INSTRUCTIONS FOR THE TASK: Every line with "bottom" in it must be copied from the data.

[TASK INPUTS — start]

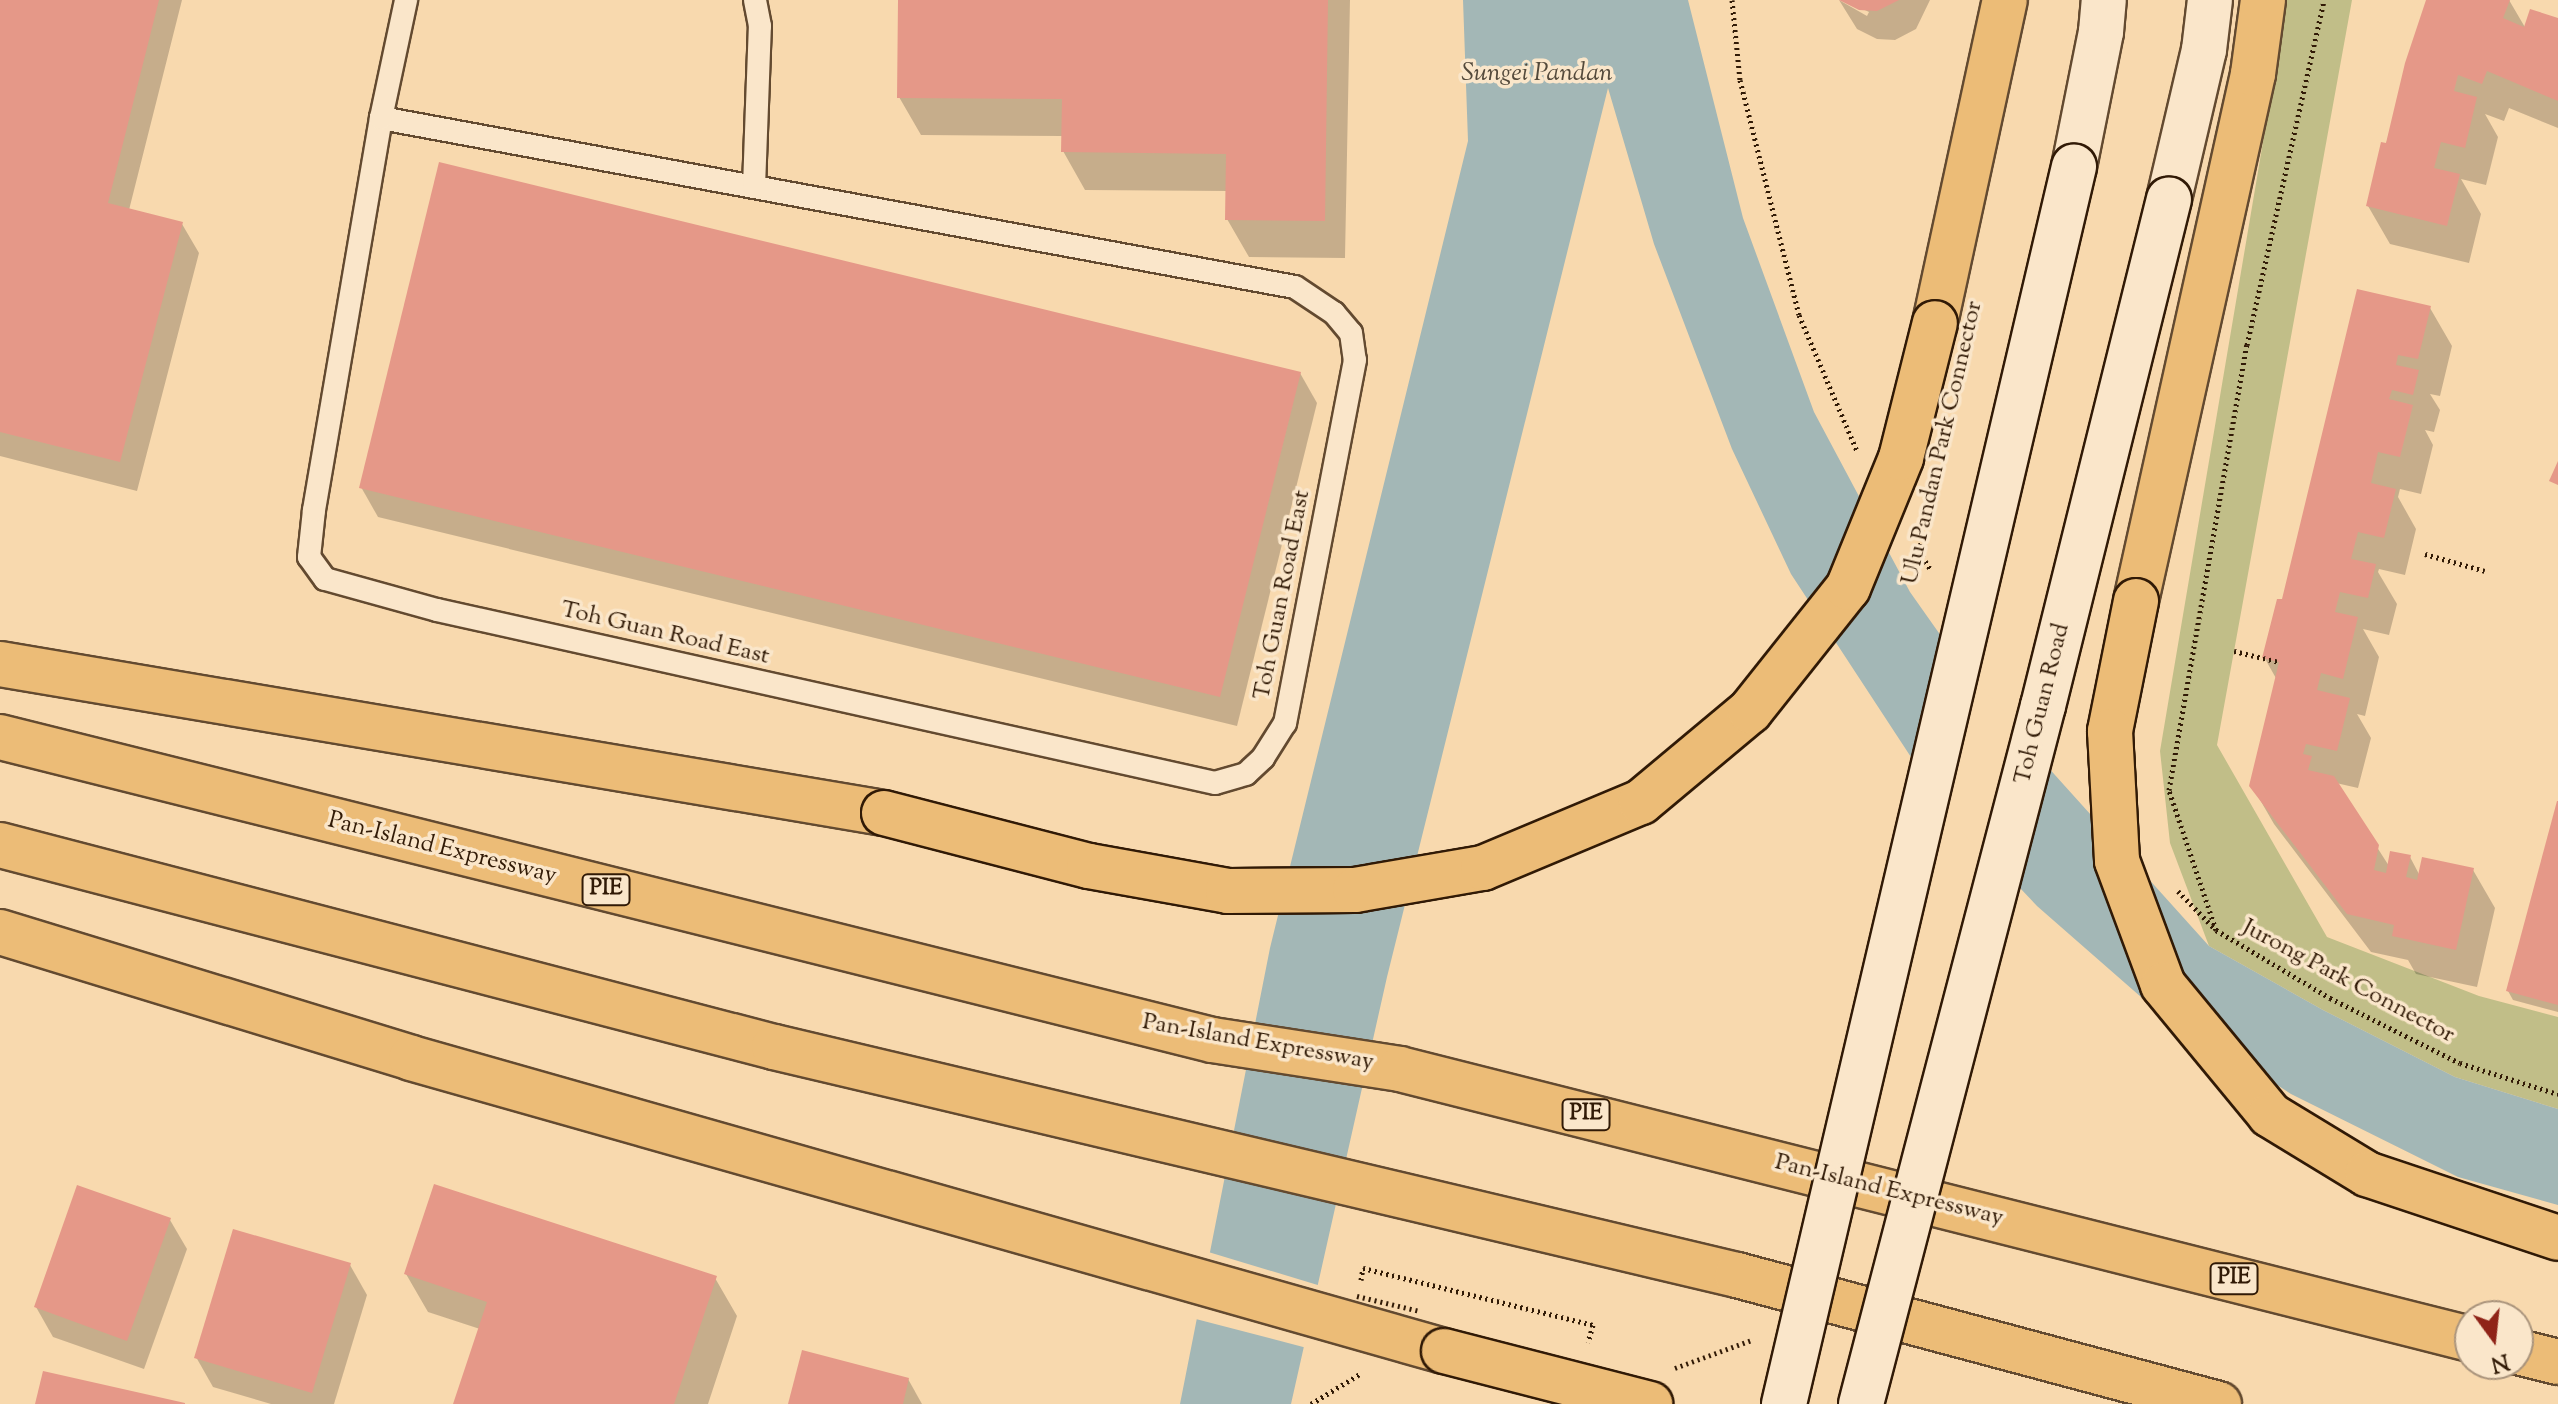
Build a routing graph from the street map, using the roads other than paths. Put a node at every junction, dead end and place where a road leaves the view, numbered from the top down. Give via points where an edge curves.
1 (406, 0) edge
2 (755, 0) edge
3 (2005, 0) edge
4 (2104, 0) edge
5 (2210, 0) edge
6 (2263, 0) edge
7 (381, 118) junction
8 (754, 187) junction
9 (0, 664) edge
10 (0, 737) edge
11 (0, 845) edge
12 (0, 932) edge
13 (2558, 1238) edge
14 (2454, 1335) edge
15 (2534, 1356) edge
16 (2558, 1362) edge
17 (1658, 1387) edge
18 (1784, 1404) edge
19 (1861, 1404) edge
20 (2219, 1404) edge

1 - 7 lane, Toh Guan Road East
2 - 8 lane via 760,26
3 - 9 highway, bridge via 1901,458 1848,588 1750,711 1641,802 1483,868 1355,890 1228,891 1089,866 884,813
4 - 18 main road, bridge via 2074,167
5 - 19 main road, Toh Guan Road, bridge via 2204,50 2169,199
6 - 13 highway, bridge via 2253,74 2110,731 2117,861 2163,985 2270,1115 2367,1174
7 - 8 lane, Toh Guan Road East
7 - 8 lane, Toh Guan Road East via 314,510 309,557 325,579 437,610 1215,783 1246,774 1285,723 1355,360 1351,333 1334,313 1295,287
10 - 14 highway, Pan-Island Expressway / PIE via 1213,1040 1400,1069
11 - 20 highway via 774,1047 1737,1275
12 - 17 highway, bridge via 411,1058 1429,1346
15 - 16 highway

[TASK INPUTS — finish]
[TASK INPUTS — start]

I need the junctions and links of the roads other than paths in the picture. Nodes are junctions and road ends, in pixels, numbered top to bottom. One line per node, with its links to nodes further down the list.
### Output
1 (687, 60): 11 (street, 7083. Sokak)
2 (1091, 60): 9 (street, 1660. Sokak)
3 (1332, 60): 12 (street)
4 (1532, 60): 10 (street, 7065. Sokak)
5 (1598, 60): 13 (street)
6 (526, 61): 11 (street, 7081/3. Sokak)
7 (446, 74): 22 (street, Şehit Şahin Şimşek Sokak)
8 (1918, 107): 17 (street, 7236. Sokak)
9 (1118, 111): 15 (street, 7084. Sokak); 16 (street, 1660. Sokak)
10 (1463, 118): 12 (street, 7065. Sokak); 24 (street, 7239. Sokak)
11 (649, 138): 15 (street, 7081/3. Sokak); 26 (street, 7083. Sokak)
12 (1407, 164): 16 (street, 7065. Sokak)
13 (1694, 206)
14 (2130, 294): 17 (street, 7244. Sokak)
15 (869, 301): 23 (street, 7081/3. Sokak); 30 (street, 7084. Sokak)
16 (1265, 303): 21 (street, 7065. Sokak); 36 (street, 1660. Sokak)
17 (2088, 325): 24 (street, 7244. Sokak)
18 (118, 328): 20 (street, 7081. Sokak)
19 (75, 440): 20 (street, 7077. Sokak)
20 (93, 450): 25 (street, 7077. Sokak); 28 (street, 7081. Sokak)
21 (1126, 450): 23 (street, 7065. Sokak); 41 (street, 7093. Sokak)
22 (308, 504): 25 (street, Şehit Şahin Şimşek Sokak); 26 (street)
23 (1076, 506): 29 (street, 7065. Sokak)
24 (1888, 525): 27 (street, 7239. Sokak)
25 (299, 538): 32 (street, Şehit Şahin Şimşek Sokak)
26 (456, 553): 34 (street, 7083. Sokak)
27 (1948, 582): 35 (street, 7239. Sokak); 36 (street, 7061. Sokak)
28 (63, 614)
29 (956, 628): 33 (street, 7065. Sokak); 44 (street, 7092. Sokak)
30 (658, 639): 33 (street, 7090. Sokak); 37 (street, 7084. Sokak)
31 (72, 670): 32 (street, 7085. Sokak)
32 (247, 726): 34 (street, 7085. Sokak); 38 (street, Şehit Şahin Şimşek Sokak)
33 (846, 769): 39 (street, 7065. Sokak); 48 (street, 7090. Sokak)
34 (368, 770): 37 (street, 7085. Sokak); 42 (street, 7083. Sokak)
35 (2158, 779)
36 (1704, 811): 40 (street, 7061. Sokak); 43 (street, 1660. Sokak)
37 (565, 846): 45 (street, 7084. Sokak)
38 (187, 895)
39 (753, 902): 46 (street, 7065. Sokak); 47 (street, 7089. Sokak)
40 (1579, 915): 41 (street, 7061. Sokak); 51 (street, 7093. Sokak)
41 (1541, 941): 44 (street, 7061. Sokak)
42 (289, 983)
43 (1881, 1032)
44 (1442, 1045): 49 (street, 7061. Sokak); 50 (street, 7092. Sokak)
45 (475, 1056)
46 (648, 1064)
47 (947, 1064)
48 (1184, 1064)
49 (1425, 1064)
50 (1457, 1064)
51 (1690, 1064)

[TASK INPUTS — finish]
[TASK INPUTS — start]

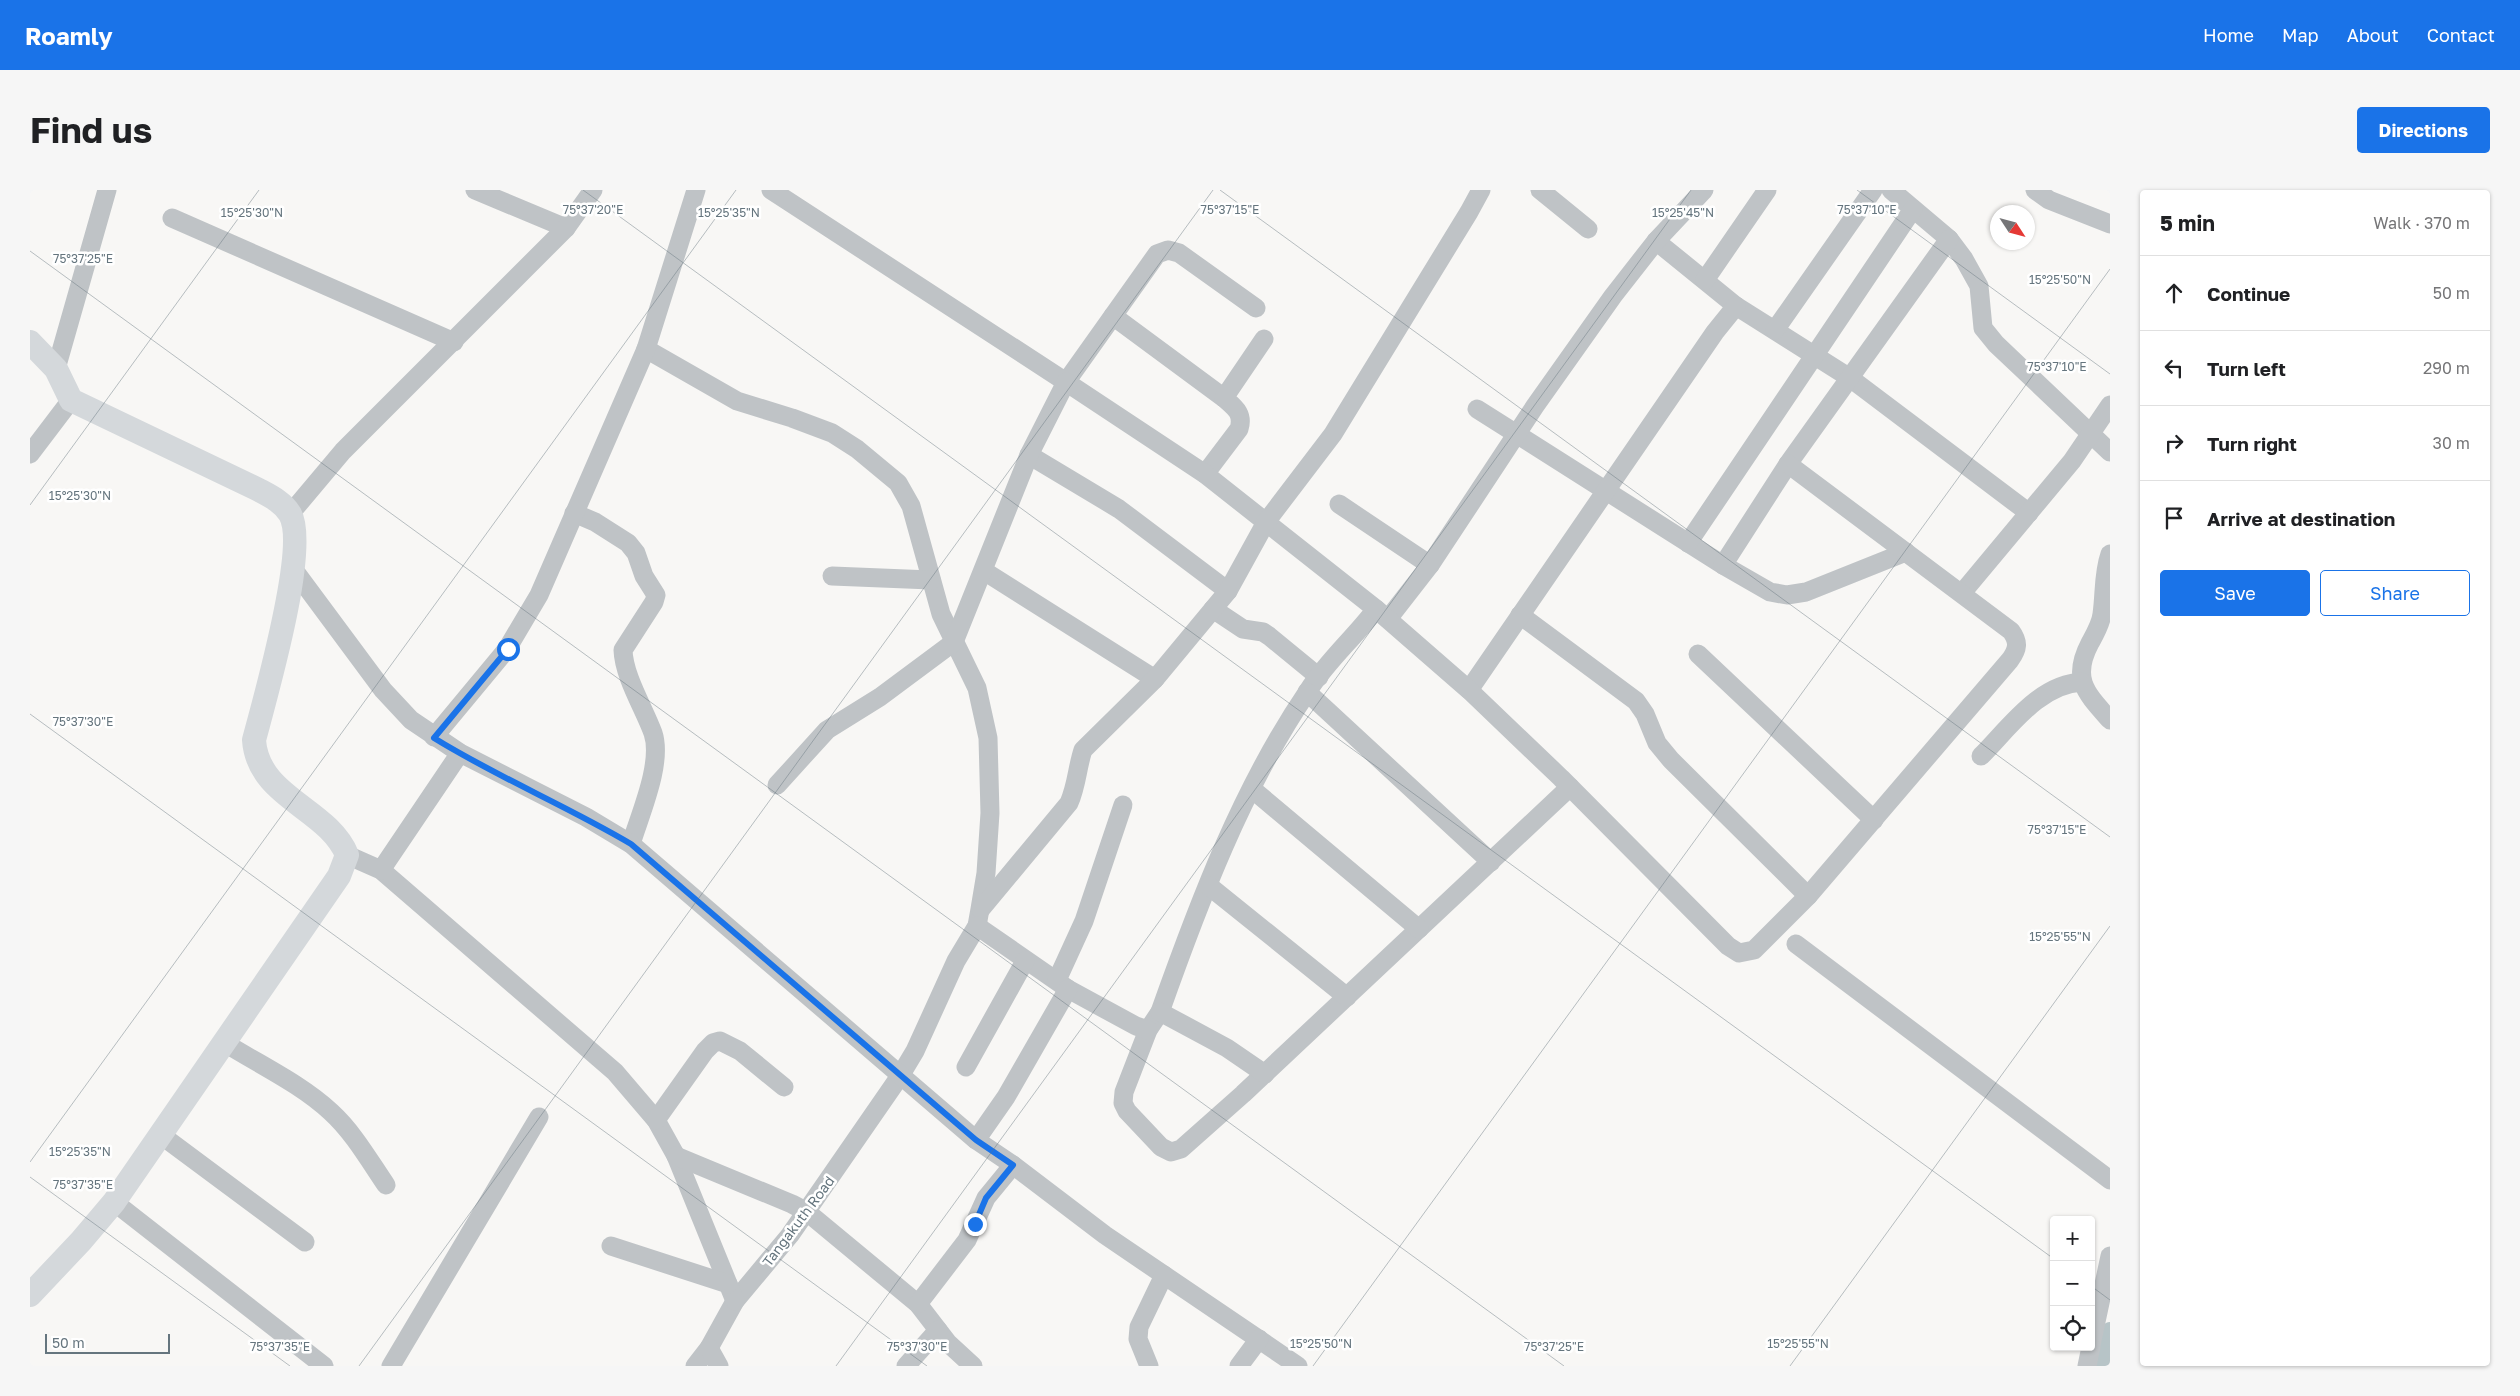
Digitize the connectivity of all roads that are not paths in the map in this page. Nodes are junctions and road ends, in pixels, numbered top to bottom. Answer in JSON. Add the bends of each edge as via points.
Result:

[TASK INPUTS — finish]

RESPONSE TO THE EXERCISE:
I need the junctions and links of the roads other than paths in the picture. Nodes are junctions and road ends, in pixels, numbered top to bottom. One line per node, with its links to nodes further down the list.
Digitize the connectivity of all roads that are not paths in the map in this page. Nodes are junctions and road ends, in pixels, numbered top to bottom. Answer in JSON. Add the bends of each edge as via points.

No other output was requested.